■ **Work task**
Give back only the lines from the one with "I need the junctions" through the last line of the data, exactly as they appear.

[Start of section]

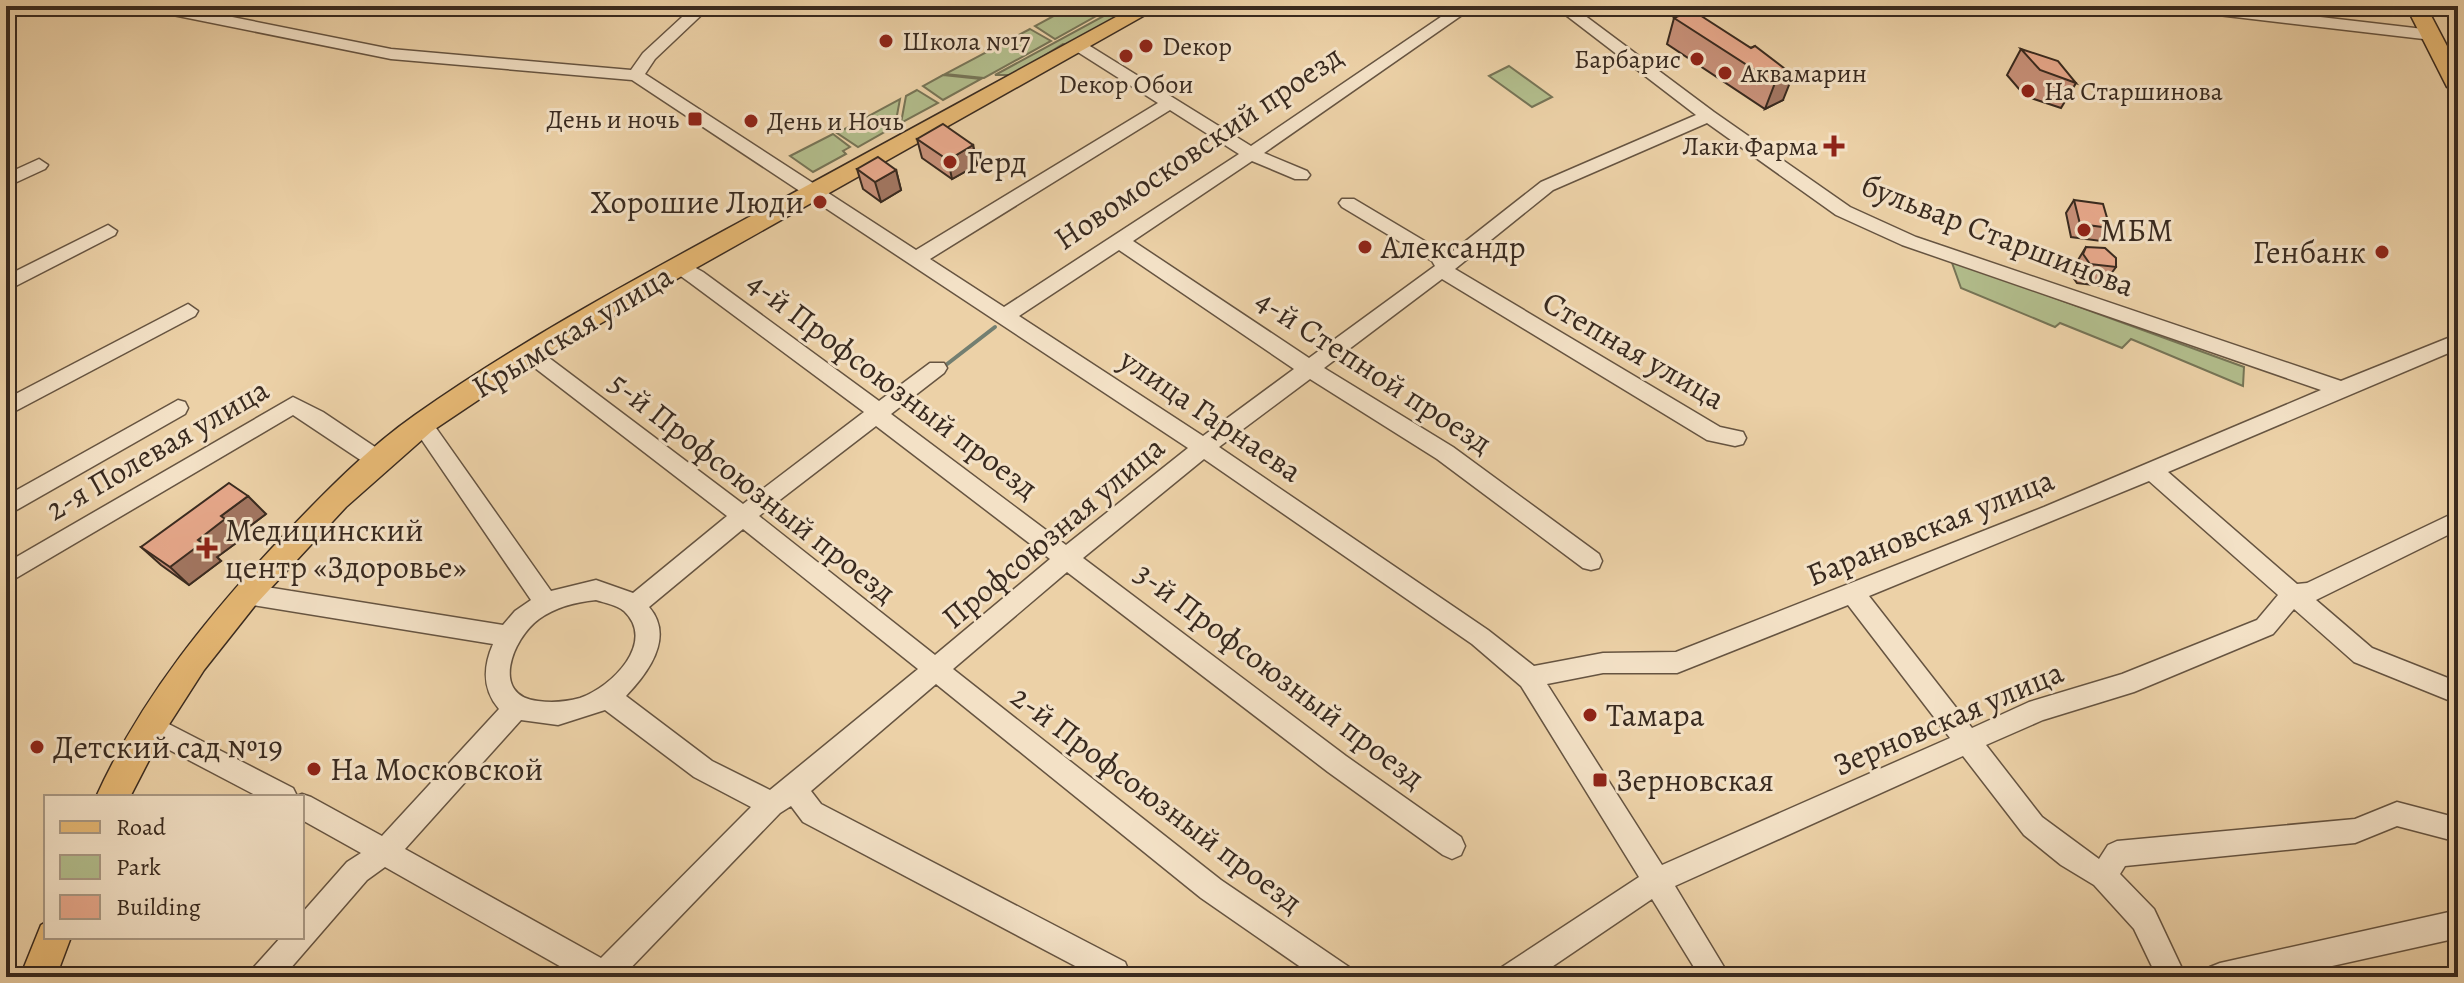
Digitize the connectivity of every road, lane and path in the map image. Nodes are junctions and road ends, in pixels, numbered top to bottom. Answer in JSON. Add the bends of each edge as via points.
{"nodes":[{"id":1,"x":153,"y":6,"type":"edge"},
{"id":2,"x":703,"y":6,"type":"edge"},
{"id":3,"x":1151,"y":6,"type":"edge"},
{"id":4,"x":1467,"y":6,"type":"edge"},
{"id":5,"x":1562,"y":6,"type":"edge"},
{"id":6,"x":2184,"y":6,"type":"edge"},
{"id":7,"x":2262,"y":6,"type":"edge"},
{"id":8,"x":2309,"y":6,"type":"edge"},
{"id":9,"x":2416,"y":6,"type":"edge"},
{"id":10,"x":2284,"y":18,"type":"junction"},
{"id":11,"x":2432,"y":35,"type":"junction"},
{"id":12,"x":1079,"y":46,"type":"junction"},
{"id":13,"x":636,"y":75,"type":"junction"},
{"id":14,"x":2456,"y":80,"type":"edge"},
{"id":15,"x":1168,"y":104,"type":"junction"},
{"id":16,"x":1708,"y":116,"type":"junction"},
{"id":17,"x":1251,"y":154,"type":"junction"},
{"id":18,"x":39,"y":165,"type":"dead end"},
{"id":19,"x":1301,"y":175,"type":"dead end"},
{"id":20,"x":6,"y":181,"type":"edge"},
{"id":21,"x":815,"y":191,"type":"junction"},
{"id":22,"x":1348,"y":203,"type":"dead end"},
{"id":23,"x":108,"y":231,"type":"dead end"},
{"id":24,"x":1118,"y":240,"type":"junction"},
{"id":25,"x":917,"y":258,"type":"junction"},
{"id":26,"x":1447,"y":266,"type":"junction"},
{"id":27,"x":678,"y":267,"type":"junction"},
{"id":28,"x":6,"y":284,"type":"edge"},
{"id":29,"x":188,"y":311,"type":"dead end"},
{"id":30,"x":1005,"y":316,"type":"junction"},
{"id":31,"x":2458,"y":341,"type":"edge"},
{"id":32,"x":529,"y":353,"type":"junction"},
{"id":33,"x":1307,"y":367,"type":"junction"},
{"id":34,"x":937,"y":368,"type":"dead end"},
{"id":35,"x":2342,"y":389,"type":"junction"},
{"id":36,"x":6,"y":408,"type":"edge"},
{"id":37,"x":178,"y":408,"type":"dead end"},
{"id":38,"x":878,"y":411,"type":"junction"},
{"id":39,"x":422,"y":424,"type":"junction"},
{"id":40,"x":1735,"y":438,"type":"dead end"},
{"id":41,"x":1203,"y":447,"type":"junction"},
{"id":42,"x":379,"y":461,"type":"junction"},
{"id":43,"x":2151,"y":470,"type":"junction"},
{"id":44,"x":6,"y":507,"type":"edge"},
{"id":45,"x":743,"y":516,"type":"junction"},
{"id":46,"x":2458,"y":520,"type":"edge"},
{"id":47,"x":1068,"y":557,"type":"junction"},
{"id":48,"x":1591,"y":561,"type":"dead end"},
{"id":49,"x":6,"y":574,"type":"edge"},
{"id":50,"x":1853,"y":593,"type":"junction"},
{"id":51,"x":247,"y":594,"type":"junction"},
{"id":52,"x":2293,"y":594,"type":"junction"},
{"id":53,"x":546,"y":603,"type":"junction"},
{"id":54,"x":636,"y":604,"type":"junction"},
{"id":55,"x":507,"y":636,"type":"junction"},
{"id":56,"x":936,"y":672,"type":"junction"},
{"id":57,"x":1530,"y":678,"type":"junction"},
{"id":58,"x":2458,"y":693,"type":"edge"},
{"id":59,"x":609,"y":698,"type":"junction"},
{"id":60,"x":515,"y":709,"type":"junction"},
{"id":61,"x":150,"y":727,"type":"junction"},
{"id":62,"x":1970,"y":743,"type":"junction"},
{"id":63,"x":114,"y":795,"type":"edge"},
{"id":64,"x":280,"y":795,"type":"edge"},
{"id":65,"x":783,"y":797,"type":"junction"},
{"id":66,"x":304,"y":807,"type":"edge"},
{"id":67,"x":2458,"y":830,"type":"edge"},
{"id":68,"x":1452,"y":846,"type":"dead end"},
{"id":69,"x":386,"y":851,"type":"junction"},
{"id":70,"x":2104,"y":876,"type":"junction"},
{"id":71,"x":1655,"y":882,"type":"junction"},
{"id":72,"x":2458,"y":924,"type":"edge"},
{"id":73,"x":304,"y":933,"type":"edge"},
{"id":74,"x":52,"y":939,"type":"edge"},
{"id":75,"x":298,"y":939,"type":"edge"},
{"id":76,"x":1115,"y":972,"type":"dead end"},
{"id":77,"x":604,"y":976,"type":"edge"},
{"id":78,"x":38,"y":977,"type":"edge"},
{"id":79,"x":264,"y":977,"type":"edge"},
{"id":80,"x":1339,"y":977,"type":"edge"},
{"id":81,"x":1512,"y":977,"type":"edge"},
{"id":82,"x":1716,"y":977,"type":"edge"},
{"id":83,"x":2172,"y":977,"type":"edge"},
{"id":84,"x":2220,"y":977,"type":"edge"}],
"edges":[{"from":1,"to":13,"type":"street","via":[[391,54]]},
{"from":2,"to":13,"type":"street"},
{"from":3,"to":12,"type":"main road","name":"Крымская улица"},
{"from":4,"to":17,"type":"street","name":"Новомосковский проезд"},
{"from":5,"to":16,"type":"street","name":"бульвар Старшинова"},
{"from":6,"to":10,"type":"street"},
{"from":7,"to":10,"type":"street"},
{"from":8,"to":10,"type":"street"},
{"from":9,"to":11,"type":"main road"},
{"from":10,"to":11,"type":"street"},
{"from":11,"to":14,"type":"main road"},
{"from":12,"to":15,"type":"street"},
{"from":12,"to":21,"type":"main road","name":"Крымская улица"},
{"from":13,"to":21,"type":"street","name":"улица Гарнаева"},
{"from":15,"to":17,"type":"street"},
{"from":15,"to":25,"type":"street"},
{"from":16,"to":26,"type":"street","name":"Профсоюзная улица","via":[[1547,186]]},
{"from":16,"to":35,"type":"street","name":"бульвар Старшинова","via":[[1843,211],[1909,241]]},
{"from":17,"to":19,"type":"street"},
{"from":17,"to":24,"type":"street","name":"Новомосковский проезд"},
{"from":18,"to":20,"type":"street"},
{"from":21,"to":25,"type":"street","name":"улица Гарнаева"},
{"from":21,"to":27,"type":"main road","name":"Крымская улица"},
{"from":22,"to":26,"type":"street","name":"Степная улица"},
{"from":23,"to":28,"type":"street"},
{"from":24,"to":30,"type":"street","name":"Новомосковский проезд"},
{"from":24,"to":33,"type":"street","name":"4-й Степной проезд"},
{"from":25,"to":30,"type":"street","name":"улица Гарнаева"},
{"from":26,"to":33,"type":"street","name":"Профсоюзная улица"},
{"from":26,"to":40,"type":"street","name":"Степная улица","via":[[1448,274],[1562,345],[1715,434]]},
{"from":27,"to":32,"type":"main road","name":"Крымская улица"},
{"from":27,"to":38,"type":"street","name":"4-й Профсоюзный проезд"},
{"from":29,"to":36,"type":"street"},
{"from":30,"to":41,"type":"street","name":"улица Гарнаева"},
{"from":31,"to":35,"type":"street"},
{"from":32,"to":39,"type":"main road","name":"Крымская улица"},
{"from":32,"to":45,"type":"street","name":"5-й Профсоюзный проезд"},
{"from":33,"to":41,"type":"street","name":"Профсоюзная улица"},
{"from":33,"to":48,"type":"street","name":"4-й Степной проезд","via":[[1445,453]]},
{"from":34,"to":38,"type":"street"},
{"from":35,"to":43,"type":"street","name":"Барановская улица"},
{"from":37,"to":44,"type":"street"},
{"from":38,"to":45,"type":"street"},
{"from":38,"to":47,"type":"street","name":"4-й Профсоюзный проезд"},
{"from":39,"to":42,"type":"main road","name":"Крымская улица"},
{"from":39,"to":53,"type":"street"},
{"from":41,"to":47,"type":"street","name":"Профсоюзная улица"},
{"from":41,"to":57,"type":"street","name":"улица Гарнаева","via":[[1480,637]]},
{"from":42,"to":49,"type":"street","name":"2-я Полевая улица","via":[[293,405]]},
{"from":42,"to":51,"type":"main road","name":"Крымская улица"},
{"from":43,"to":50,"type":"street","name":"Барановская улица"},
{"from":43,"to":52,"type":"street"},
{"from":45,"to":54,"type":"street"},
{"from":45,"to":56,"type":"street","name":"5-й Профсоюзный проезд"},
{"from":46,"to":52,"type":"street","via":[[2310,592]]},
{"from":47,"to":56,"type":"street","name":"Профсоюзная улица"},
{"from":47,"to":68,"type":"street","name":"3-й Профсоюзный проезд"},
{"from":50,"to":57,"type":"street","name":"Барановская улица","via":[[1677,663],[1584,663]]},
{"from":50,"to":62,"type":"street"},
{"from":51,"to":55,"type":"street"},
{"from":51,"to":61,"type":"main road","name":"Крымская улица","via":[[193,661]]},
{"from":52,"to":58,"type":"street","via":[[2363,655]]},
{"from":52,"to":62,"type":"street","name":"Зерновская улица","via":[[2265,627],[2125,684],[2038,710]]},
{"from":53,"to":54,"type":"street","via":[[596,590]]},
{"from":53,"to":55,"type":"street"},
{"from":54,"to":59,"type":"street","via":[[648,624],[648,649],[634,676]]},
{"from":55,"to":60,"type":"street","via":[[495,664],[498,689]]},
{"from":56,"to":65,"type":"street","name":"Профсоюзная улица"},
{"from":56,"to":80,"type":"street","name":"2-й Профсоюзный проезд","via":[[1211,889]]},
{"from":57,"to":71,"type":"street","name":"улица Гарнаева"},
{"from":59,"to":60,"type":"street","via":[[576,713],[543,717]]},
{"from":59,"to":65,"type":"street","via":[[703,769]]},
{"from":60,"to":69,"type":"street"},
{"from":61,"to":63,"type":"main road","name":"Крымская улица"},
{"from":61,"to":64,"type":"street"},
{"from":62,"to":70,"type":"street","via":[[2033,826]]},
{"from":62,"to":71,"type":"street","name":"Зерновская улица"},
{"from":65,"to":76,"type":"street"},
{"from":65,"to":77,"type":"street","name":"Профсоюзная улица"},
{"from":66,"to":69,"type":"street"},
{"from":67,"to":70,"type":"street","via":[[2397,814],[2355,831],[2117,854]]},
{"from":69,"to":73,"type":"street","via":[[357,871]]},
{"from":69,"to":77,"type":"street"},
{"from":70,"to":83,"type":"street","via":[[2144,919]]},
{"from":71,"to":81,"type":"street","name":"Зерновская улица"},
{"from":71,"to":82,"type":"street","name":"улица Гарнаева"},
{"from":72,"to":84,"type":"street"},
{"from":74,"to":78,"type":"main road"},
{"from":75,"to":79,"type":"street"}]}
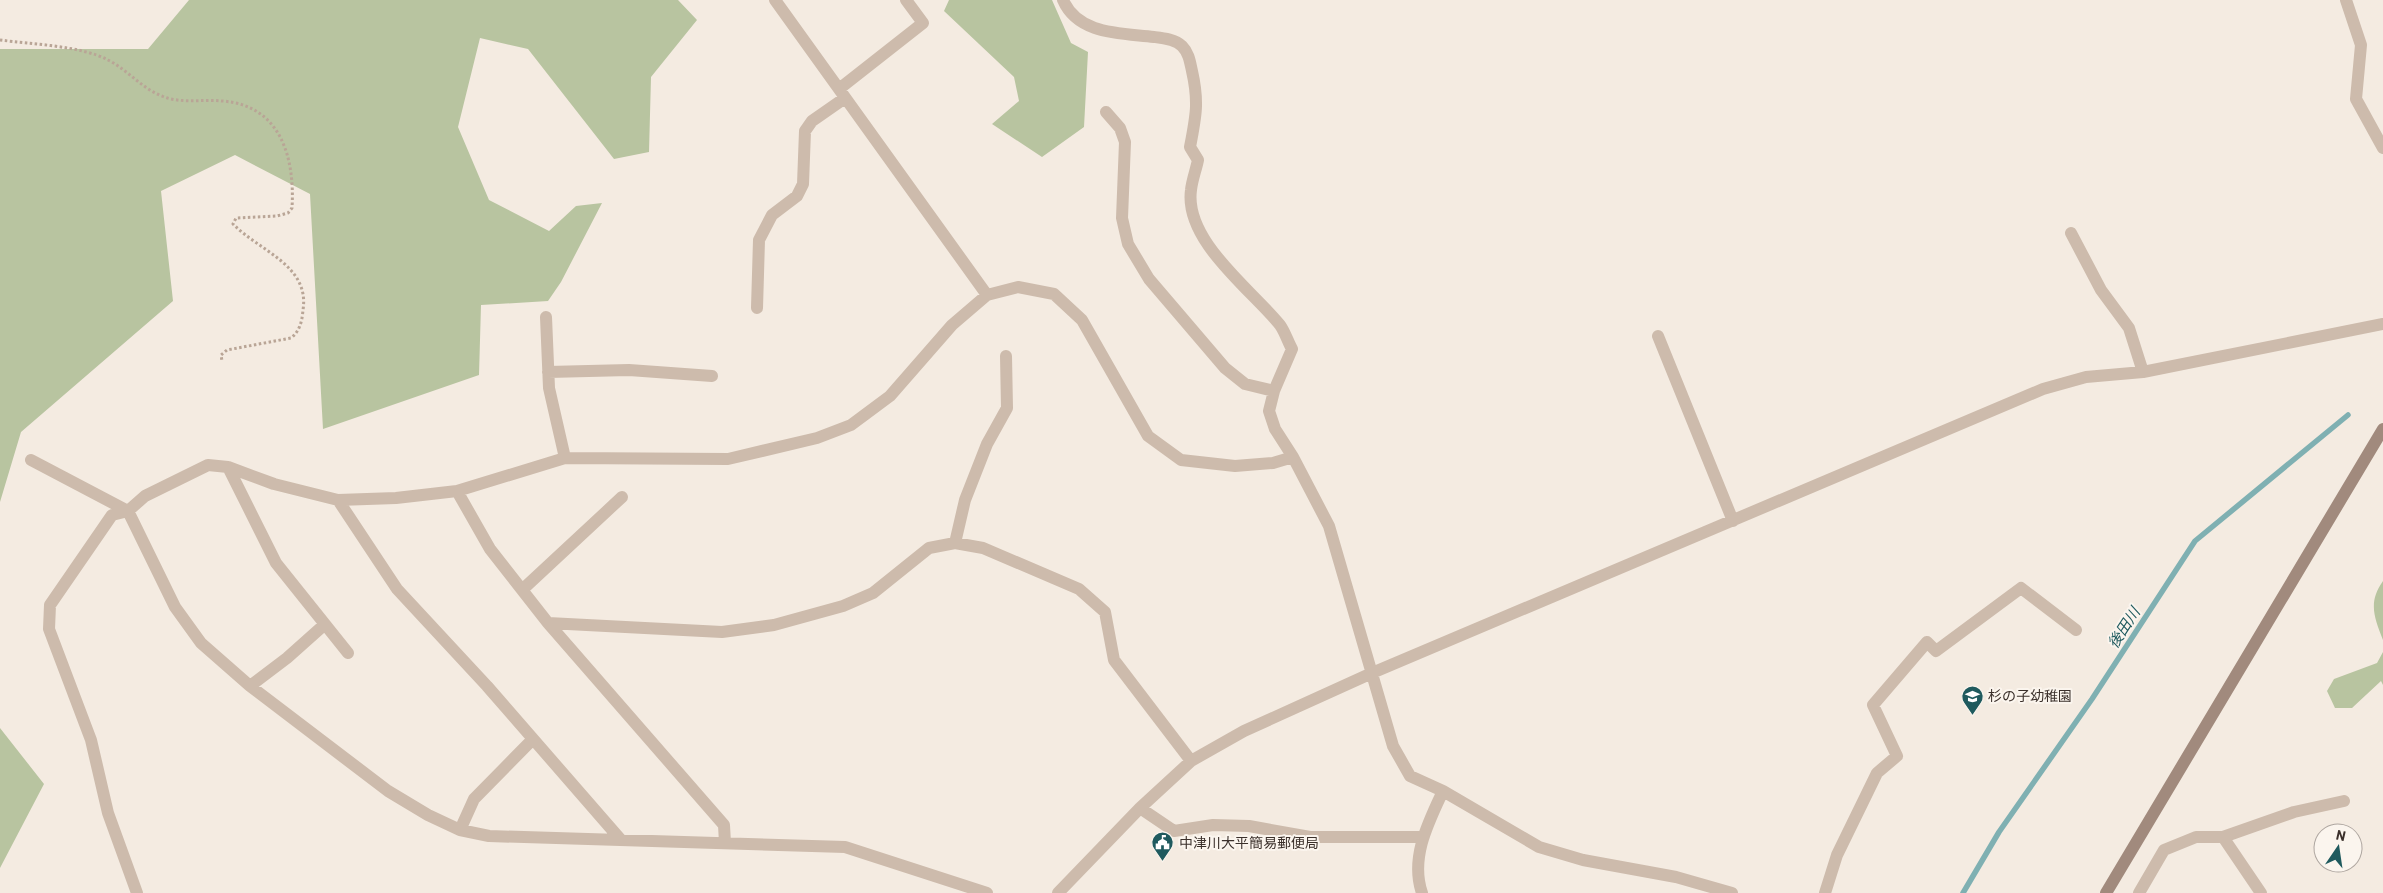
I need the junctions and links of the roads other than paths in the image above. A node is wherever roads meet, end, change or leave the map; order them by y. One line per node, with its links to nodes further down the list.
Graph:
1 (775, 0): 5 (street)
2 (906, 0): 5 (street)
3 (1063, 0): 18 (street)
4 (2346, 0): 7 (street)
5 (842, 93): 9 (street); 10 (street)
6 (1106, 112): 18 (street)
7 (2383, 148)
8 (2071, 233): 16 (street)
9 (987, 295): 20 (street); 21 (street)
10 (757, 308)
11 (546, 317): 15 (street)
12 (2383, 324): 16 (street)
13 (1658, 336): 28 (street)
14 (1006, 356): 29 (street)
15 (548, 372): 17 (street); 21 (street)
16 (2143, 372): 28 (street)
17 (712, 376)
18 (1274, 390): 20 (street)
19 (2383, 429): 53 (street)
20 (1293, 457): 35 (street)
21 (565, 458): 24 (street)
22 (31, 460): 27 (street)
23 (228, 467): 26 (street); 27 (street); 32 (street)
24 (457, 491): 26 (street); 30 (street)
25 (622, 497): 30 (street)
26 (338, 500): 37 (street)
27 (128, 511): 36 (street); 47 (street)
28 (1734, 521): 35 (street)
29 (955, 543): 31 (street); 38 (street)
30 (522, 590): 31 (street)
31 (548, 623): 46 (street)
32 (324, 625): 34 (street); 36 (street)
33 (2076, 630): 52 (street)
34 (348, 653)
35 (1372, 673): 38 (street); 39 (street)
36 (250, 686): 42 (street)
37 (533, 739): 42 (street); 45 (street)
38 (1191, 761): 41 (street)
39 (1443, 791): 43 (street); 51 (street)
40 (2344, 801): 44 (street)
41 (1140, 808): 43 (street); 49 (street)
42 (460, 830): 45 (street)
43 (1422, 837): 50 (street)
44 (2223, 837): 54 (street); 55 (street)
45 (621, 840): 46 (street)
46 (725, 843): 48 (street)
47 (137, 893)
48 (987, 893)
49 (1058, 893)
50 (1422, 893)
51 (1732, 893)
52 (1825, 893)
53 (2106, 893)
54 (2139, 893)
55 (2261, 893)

[End of section]

■ **Solved exercise**
I need the junctions and links of the roads other than paths in the image above. A node is wherever roads meet, end, change or leave the map; order them by y. One line per node, with its links to nodes further down the list.
Graph:
1 (775, 0): 5 (street)
2 (906, 0): 5 (street)
3 (1063, 0): 18 (street)
4 (2346, 0): 7 (street)
5 (842, 93): 9 (street); 10 (street)
6 (1106, 112): 18 (street)
7 (2383, 148)
8 (2071, 233): 16 (street)
9 (987, 295): 20 (street); 21 (street)
10 (757, 308)
11 (546, 317): 15 (street)
12 (2383, 324): 16 (street)
13 (1658, 336): 28 (street)
14 (1006, 356): 29 (street)
15 (548, 372): 17 (street); 21 (street)
16 (2143, 372): 28 (street)
17 (712, 376)
18 (1274, 390): 20 (street)
19 (2383, 429): 53 (street)
20 (1293, 457): 35 (street)
21 (565, 458): 24 (street)
22 (31, 460): 27 (street)
23 (228, 467): 26 (street); 27 (street); 32 (street)
24 (457, 491): 26 (street); 30 (street)
25 (622, 497): 30 (street)
26 (338, 500): 37 (street)
27 (128, 511): 36 (street); 47 (street)
28 (1734, 521): 35 (street)
29 (955, 543): 31 (street); 38 (street)
30 (522, 590): 31 (street)
31 (548, 623): 46 (street)
32 (324, 625): 34 (street); 36 (street)
33 (2076, 630): 52 (street)
34 (348, 653)
35 (1372, 673): 38 (street); 39 (street)
36 (250, 686): 42 (street)
37 (533, 739): 42 (street); 45 (street)
38 (1191, 761): 41 (street)
39 (1443, 791): 43 (street); 51 (street)
40 (2344, 801): 44 (street)
41 (1140, 808): 43 (street); 49 (street)
42 (460, 830): 45 (street)
43 (1422, 837): 50 (street)
44 (2223, 837): 54 (street); 55 (street)
45 (621, 840): 46 (street)
46 (725, 843): 48 (street)
47 (137, 893)
48 (987, 893)
49 (1058, 893)
50 (1422, 893)
51 (1732, 893)
52 (1825, 893)
53 (2106, 893)
54 (2139, 893)
55 (2261, 893)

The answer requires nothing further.